(Beginning of RECORDS SUPPLIED)

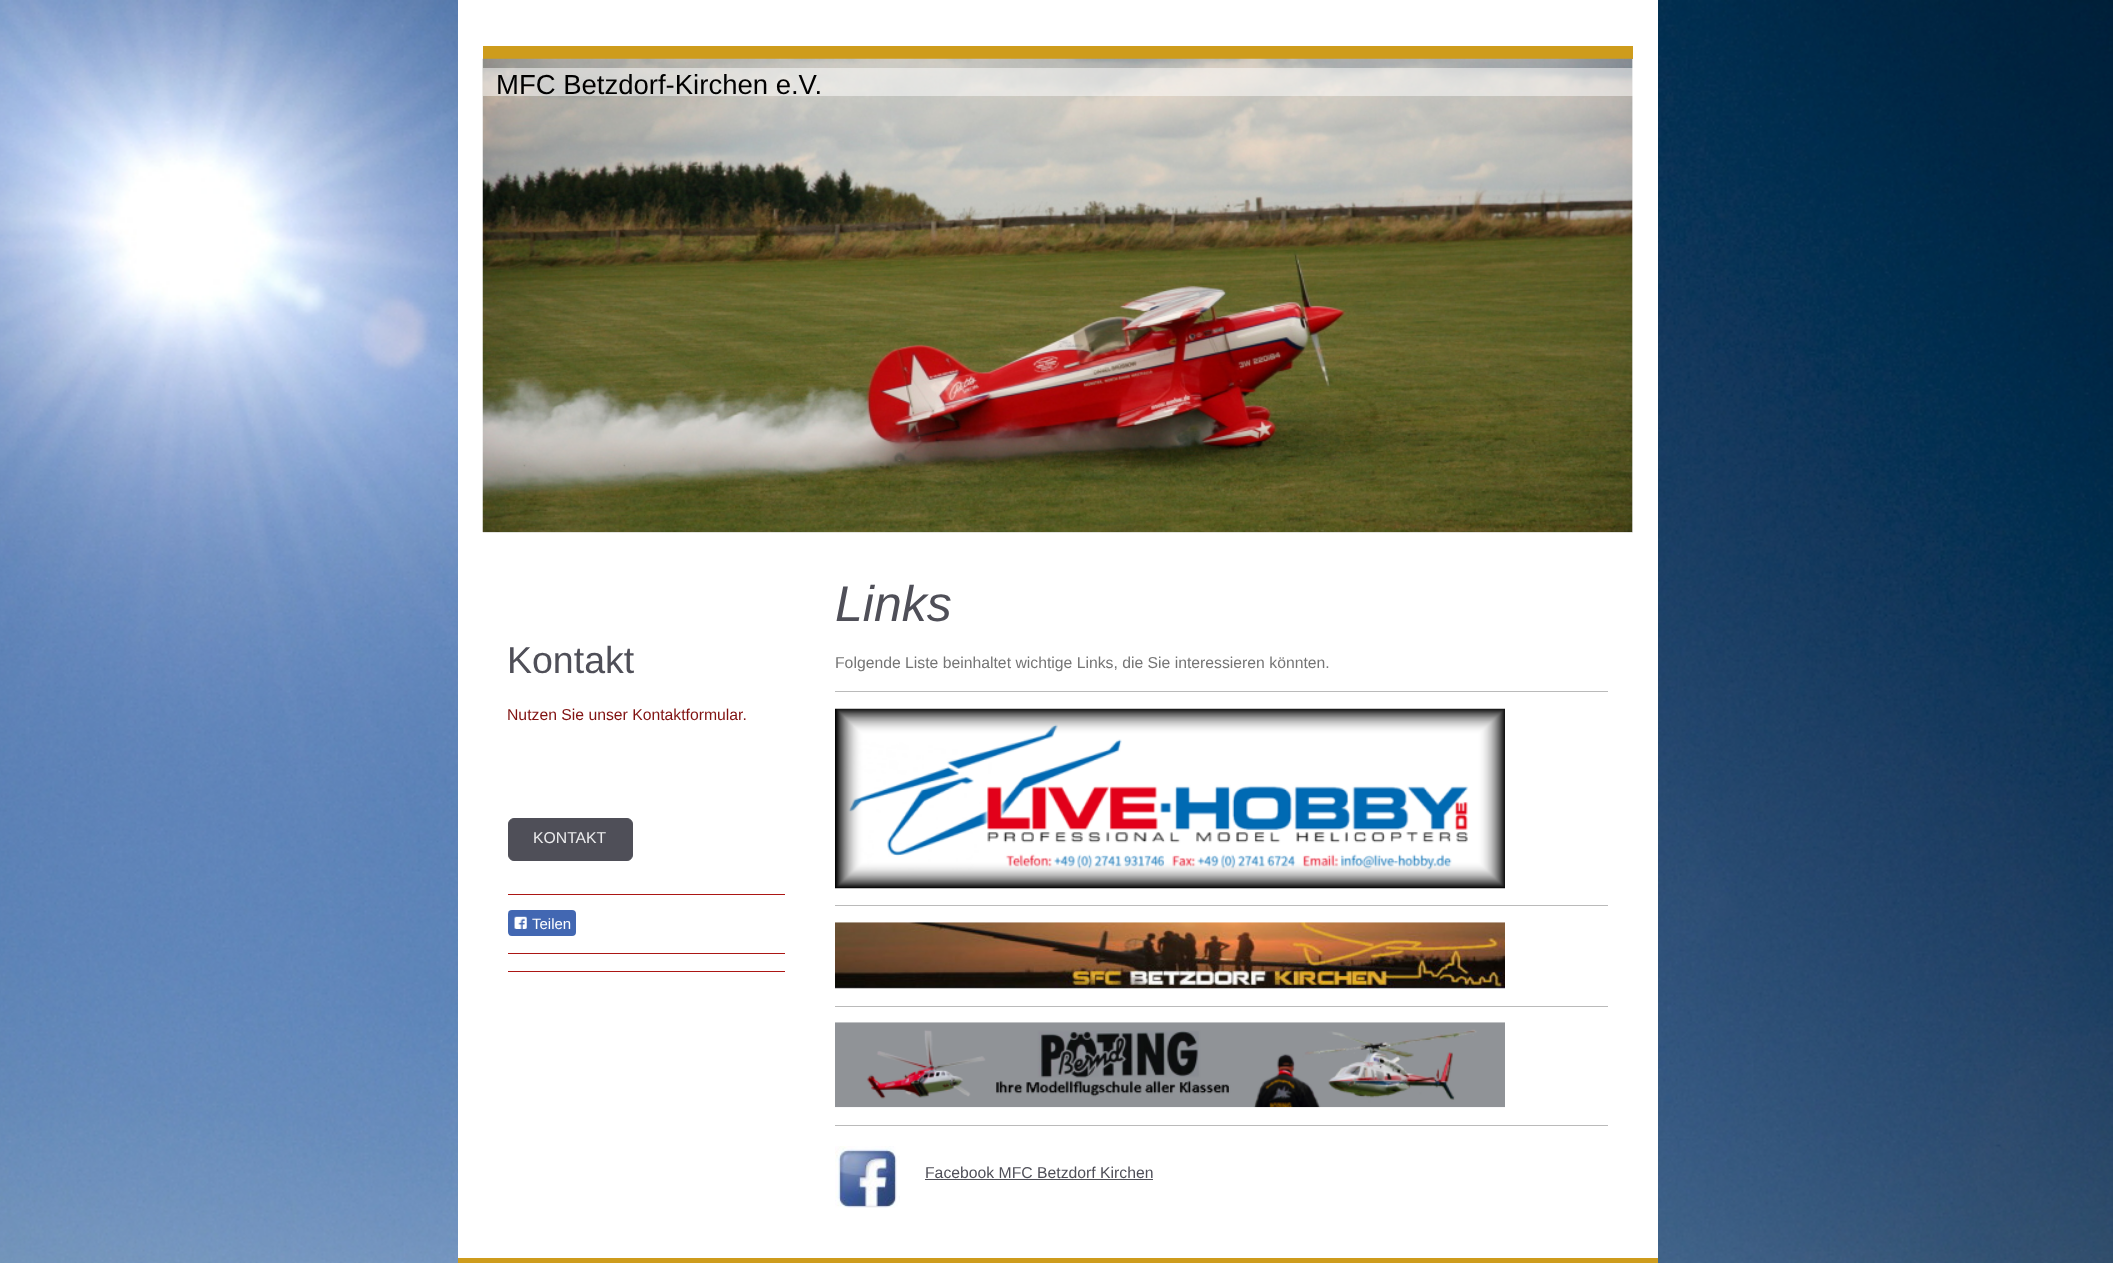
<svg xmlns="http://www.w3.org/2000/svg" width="2113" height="1263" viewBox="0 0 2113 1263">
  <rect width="100%" height="100%" fill="#ffffff"/>
  <image x="0" y="0" width="2113" height="1263" href="img1.png"/>
  <rect x="458" y="0" width="1200" height="1258" fill="#ffffff"/>
  <rect x="483" y="46" width="1150" height="13" fill="#ce9c1c"/>
  <rect x="483" y="59" width="1150" height="474" fill="#eeeeee"/>
  <image x="482" y="58" width="1151" height="475" href="img2.png"/>
  <rect x="483" y="68" width="1150" height="28" fill="#ffffff" fill-opacity="0.5"/>
  <text x="496" y="94" font-family="Liberation Sans" font-size="27.5" fill="#000000">MFC Betzdorf-Kirchen e.V.</text>
  <text x="507" y="673" font-family="Liberation Sans" font-size="37.5" fill="#4f4f58">Kontakt</text>
  <text x="507" y="720" font-family="Liberation Sans" font-size="15.75" fill="#811211">Nutzen Sie unser Kontaktformular.</text>
  <rect x="508.5" y="818.5" width="124" height="42" rx="5.5" fill="#4f4f58" stroke="#4f4f58"/>
  <text x="533" y="843" font-family="Liberation Sans" font-size="15.75" fill="#ededee">KONTAKT</text>
  <rect x="508" y="894" width="277" height="1" fill="#ac1614"/>
  <rect x="508" y="910" width="68" height="26" rx="4" fill="#4267b2"/>
  <image x="514" y="916" width="13" height="13" href="img3.png"/>
  <text x="532" y="929" font-family="Liberation Sans" font-size="15" fill="#ffffff">Teilen</text>
  <rect x="508" y="953" width="277" height="1" fill="#ac1614"/>
  <rect x="508" y="971" width="277" height="1" fill="#ac1614"/>
  <text x="835" y="621" font-family="Liberation Sans" font-size="50" font-style="italic" fill="#4f4f58">Links</text>
  <text x="835" y="668" font-family="Liberation Sans" font-size="15.75" fill="#757575">Folgende Liste beinhaltet wichtige Links, die Sie interessieren könnten.</text>
  <rect x="835" y="691" width="773" height="1" fill="#bababa"/>
  <image x="835" y="708" width="670" height="181" href="img4.png"/>
  <rect x="835" y="905" width="773" height="1" fill="#bababa"/>
  <image x="835" y="922" width="670" height="67" href="img5.png"/>
  <rect x="835" y="1006" width="773" height="1" fill="#bababa"/>
  <image x="835" y="1022" width="670" height="86" href="img6.png"/>
  <rect x="835" y="1125" width="773" height="1" fill="#bababa"/>
  <image x="835" y="1146" width="65" height="62" href="img7.png"/>
  <text x="925" y="1178" font-family="Liberation Sans" font-size="15.75" fill="#4f4f58">Facebook MFC Betzdorf Kirchen</text>
  <rect x="925" y="1179" width="228" height="1" fill="#4f4f58"/>
  <rect x="458" y="1258" width="1200" height="5" fill="#ce9c1c"/>
</svg>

(End of RECORDS SUPPLIED)

== PROBLEM ==
Write out every line of the preceding listing that contains "ffffff".

== SOLUTION FOR THIS PROBLEM ==
  <rect width="100%" height="100%" fill="#ffffff"/>
  <rect x="458" y="0" width="1200" height="1258" fill="#ffffff"/>
  <rect x="483" y="68" width="1150" height="28" fill="#ffffff" fill-opacity="0.5"/>
  <text x="532" y="929" font-family="Liberation Sans" font-size="15" fill="#ffffff">Teilen</text>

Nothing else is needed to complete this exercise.